On 28 March 2020, the Government proposed certain insolvency law reforms in response to the COVID-19 crisis, including a temporary suspension of wrongful trading provisions for company directors.
The measures are intended to apply retrospectively from 1 March 2020 for three months, and aim to encourage directors to continue to trade during the pandemic.
Notwithstanding these changes, Alok Sharma did flag that "all of the other checks and balances that help to ensure directors fulfil their duties properly will remain in force." Directors must continue to comply with their duties, in particular those owed to the company's creditors where the company is, or is likely to be, insolvent.
It is therefore imperative that directors continue to take steps to avoid breaching their duties during such challenging trading periods. As well as undertaking a full business review to identify ways to reduce expenditure and encourage cash flow, directors should also explore the newly-introduced Government-backed options, such as the Coronavirus Business Interruption Loan Scheme (CBILS), Coronavirus Large Business Interruption Loan Scheme (CLBILS) and the Job Retention Scheme (JRS). Certainly, not all of those options will be applicable, and in fact some may be unsuitable for the circumstances. Nevertheless, a failure to explore such measures may well factor against directors when the freeze on wrongful trading laws thaws out.
Should directors have any specific concerns, then we would strongly recommend that they seek legal advice.
Directors' Duties in an Insolvency
Ordinarily, a director is under a duty to act in the best interests of the company and its shareholders. However, where a company becomes irredeemably insolvent, the interests of the company’s creditors take priority. At that juncture, directors have a legal duty to act primarily in the interests of the company's creditors, instead of its shareholders.
By failing to act in time, directors may expose themselves to the risk of incurring personal liability for company debts and/or committing an offence. It is therefore crucial to determine whether the company is in fact insolvent.
In practice, it may not be possible to identify a precise point in time at which a company becomes irredeemably insolvent (if, indeed, the company reaches that position) and should cease trading. In broad terms, a company is irredeemably insolvent if its financial position is such that any reasonable director would conclude that it has no reasonable prospect of avoiding insolvent liquidation.
In light of the current mercurial climate, directors should bear in mind the following practical steps which may assist them in acting in a way which minimises potential loss to a company’s creditors:
- Full business review: This should include, for example, a constructive and sensible programme to reduce expenditure, increase income and to ensure an adequate cash flow. A clear exit strategy should be set out and reviewed regularly at each board meeting to see whether it is still viable as circumstances rapidly change.
- Frequent board meetings: The board should meet frequently (virtually, bearing in mind social distancing guidance) to review the company’s position. It should also ensure that there is a proper distribution of responsibility within the company, both at director level and below.
- Financial information: Up to date financial information in respect of the company should be regularly produced and critically reviewed and analysed by the board.
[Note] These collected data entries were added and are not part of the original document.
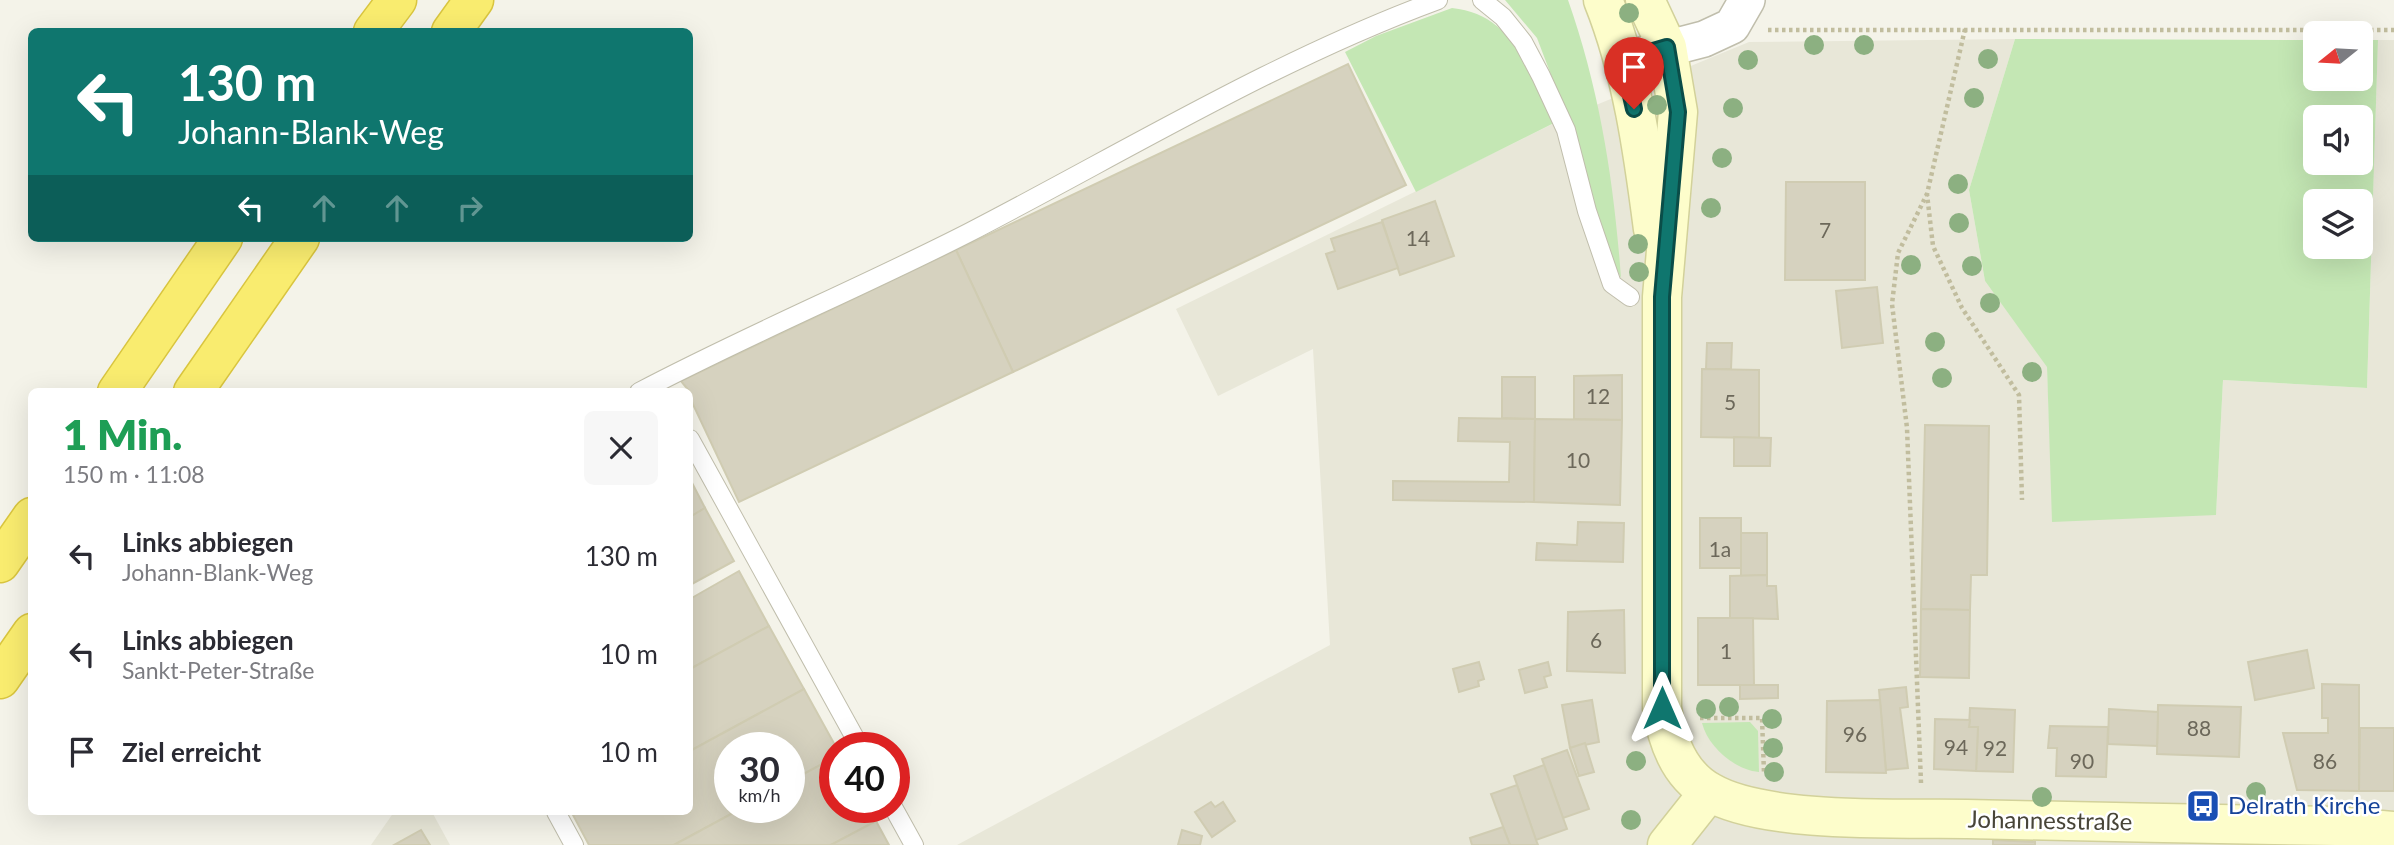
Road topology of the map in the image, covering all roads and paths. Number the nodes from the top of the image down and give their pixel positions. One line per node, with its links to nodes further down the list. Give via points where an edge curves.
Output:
1 (397, 0): 8 (highway)
2 (474, 0): 9 (highway)
3 (1438, 0): 18 (lane, via 1278,71)
4 (1482, 0): 17 (lane, via 1523,42 1542,76 1566,130 1612,284)
5 (1603, 0): 13 (street)
6 (1645, 0): 12 (street)
7 (1740, 13): 10 (path, via 1773,31); 12 (street, via 1704,39)
8 (376, 28)
9 (454, 28)
10 (1965, 28): 11 (path); 14 (path)
11 (2394, 30)
12 (1667, 47): 13 (street); 17 (street, via 1678,112)
13 (1623, 60): 17 (street, via 1640,133)
14 (1927, 194): 22 (path, via 1933,246 1962,308 2019,395); 29 (path, via 1898,253 1892,304 1907,428)
15 (220, 242): 19 (highway)
16 (297, 242): 20 (highway)
17 (1646, 297): 31 (street, via 1662,708 1666,736 1683,768)
18 (661, 387)
19 (120, 388)
20 (196, 388)
21 (693, 444): 28 (lane)
22 (2022, 500)
23 (28, 523): 24 (highway)
24 (0, 563)
25 (28, 639): 26 (highway)
26 (0, 680)
27 (1692, 718): 30 (path, via 1762,718)
28 (852, 732)
29 (1920, 769)
30 (1764, 780)
31 (1709, 792): 34 (street, Johannesstraße, via 1736,804 1773,811 1867,818 2337,826); 37 (street)
32 (558, 815): 35 (lane)
33 (902, 823): 36 (lane)
34 (2394, 831)
35 (574, 845)
36 (914, 845)
37 (1667, 845)

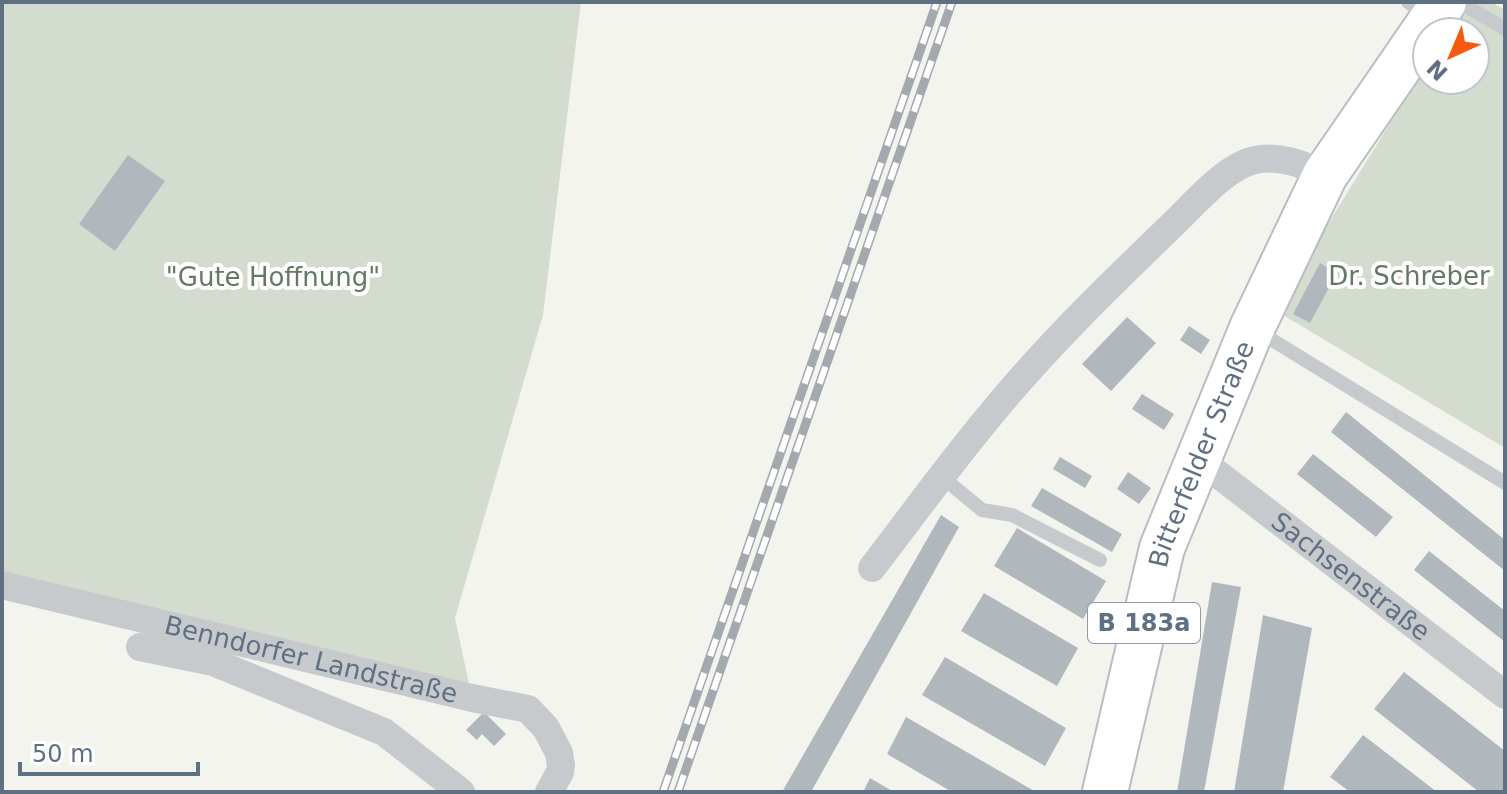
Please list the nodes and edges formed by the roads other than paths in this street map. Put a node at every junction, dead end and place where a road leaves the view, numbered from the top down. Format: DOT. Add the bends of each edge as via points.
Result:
graph roads {
  1 [pos="1435,6"];
  2 [pos="1505,29"];
  3 [pos="1325,175"];
  4 [pos="1252,328"];
  5 [pos="1197,458"];
  6 [pos="942,477"];
  7 [pos="1505,483"];
  8 [pos="1100,560"];
  9 [pos="872,568"];
  10 [pos="2,585"];
  11 [pos="140,647"];
  12 [pos="1505,695"];
  13 [pos="457,791"];
  14 [pos="549,792"];
  15 [pos="1105,792"];
  1 -- 2 [label="lane"];
  1 -- 3 [label="main road, Bitterfelder Straße / B 183a"];
  3 -- 4 [label="main road, Bitterfelder Straße / B 183a"];
  3 -- 6 [label="street" via="1282,159 1253,160 1213,186 1095,299 993,411"];
  4 -- 5 [label="main road, Bitterfelder Straße / B 183a"];
  4 -- 7 [label="lane"];
  5 -- 12 [label="street, Sachsenstraße"];
  5 -- 15 [label="main road, Bitterfelder Straße / B 183a" via="1162,548"];
  6 -- 8 [label="lane" via="982,510 1012,515"];
  6 -- 9 [label="street"];
  10 -- 14 [label="street, Benndorfer Landstraße" via="528,709 559,753 560,772"];
  11 -- 13 [label="street, Benndorfer Landstraße" via="213,662 384,732"];
}
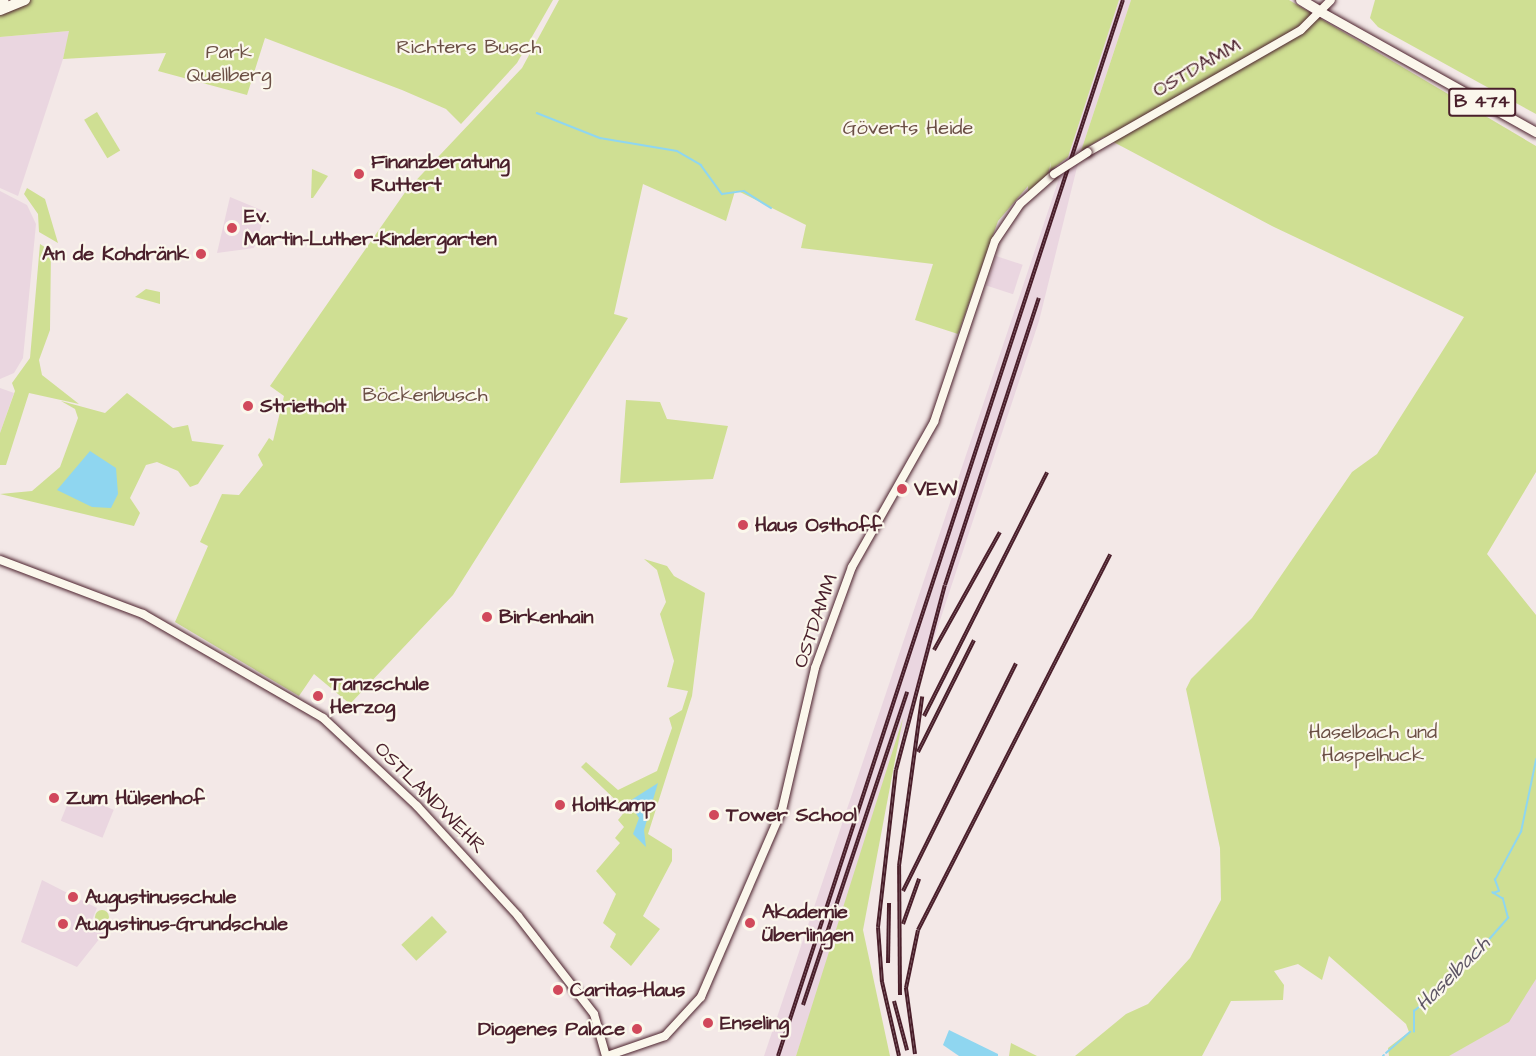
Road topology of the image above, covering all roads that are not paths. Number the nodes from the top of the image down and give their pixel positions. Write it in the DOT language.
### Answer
graph roads {
  1 [pos="25,0"];
  2 [pos="1302,0"];
  3 [pos="1331,0"];
  4 [pos="0,10"];
  5 [pos="1321,12"];
  6 [pos="1536,132"];
  7 [pos="0,560"];
  8 [pos="606,1056"];
  1 -- 4 [label="highway"];
  2 -- 5 [label="highway, B 474"];
  3 -- 5 [label="street, OSTDAMM"];
  5 -- 6 [label="main road, B 474"];
  5 -- 8 [label="street, OSTDAMM, bridge"];
  7 -- 8 [label="street, OSTLANDWEHR"];
}
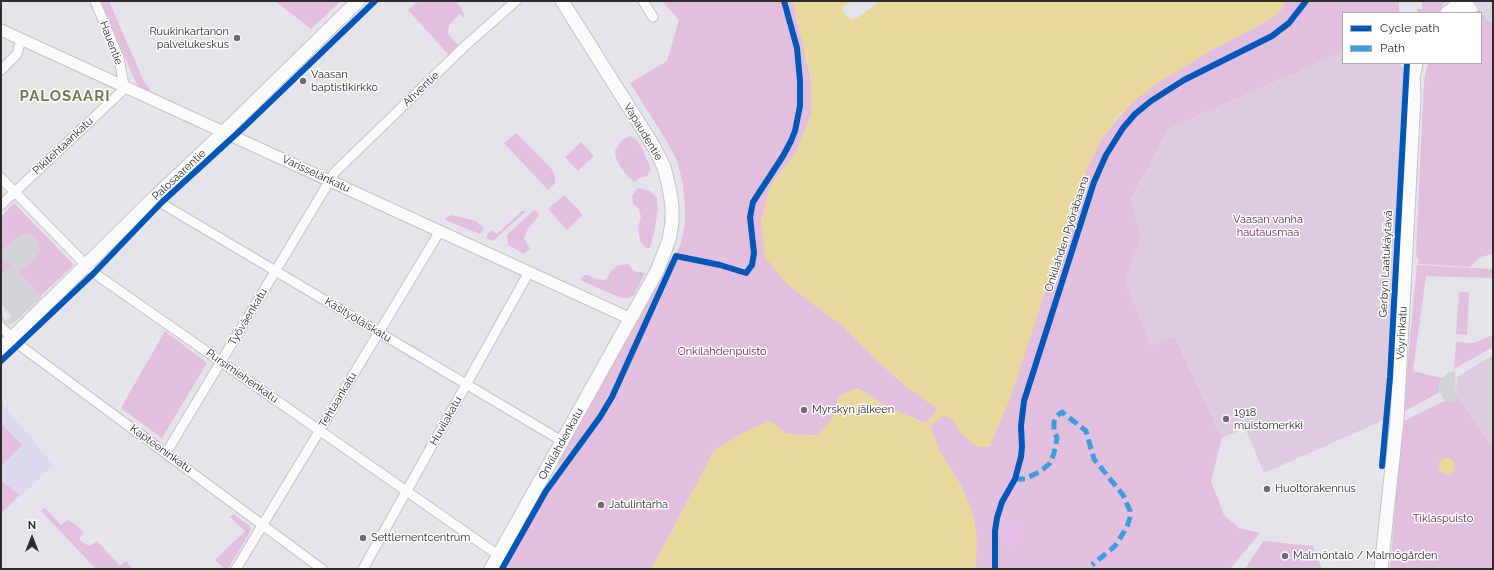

- Provision of information to key creditors: It is essential to keep major creditors (for example, secured lenders, key suppliers) regularly informed. As far as possible, creditors should be enlisted for the continued operation of the Company. In addition, where the business is reliant upon the support of material or essential suppliers/customers their continued support would be required in order for the Company to be able to continue to trade. The decision whether to inform creditors and also what they shall tell them and when is a balancing act for the directors, taking account of the need to keep major creditors informed and “on side” on the one hand and the potential impact on the Company and the business having done so.
- Government-backed Schemes: as noted above, directors may wish to explore the considerable array of government measures now in place to support employees, businesses of all sizes, and the self-employed, such as CBILS, CLBILS, JRS and the business rates and VAT relief schemes.
- Professional advice: It is recommended that the board continue to take professional insolvency advice. In general, the courts will take a sympathetic view of directors who have acted honestly, reasonably and sensibly, particularly if the board has been seen to be taking proper advice from accountants, solicitors and other professionals on valuations, figures and strategies for minimising loss to creditors.
In light of the exceptional circumstances we are living through, and the potentially long-term disruption to customer bases and supply chains, it is more important than ever that directors seek advice sooner rather than later, to ensure that they are acting in accordance with their duties.